About this exercise:
All the lines below should appear again unchanged, though their pictures should not.

(Information shown Opens)

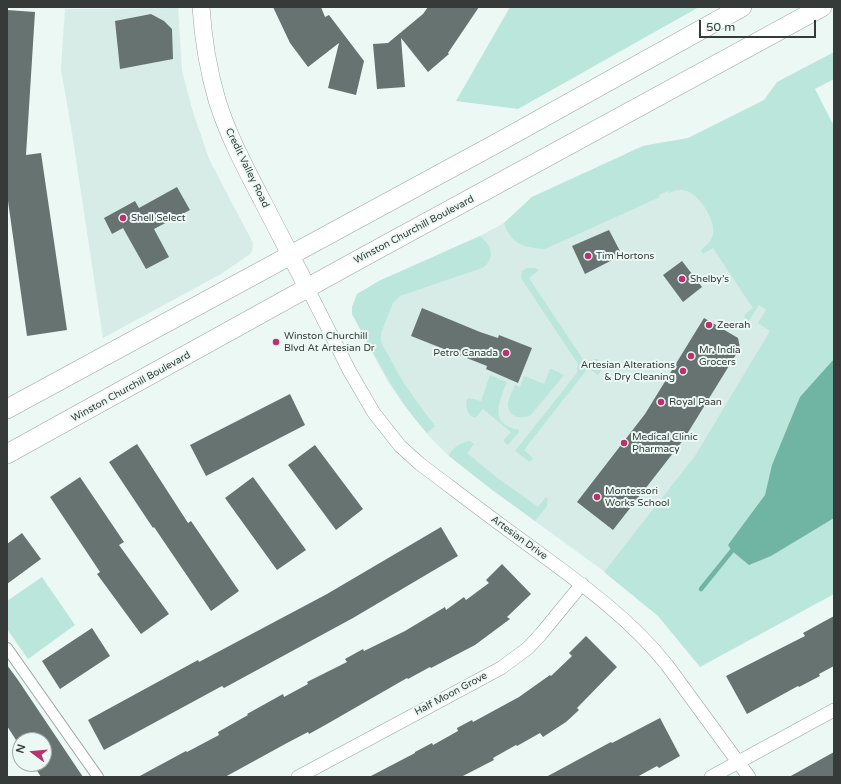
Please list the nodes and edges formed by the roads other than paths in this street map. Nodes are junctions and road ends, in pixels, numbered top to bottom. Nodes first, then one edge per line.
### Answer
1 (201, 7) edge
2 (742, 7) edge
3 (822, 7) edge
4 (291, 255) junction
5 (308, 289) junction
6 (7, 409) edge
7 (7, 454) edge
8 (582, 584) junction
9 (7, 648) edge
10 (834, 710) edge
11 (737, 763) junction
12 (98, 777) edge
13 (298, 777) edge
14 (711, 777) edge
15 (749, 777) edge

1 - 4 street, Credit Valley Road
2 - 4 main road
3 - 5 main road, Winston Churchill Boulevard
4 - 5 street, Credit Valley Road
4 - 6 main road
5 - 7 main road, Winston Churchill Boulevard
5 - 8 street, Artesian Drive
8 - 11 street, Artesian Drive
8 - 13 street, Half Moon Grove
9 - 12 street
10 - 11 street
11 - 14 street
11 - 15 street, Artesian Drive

(Information shown Closes)

Your solution:
Please list the nodes and edges formed by the roads other than paths in this street map. Nodes are junctions and road ends, in pixels, numbered top to bottom. Nodes first, then one edge per line.
### Answer
1 (201, 7) edge
2 (742, 7) edge
3 (822, 7) edge
4 (291, 255) junction
5 (308, 289) junction
6 (7, 409) edge
7 (7, 454) edge
8 (582, 584) junction
9 (7, 648) edge
10 (834, 710) edge
11 (737, 763) junction
12 (98, 777) edge
13 (298, 777) edge
14 (711, 777) edge
15 (749, 777) edge

1 - 4 street, Credit Valley Road
2 - 4 main road
3 - 5 main road, Winston Churchill Boulevard
4 - 5 street, Credit Valley Road
4 - 6 main road
5 - 7 main road, Winston Churchill Boulevard
5 - 8 street, Artesian Drive
8 - 11 street, Artesian Drive
8 - 13 street, Half Moon Grove
9 - 12 street
10 - 11 street
11 - 14 street
11 - 15 street, Artesian Drive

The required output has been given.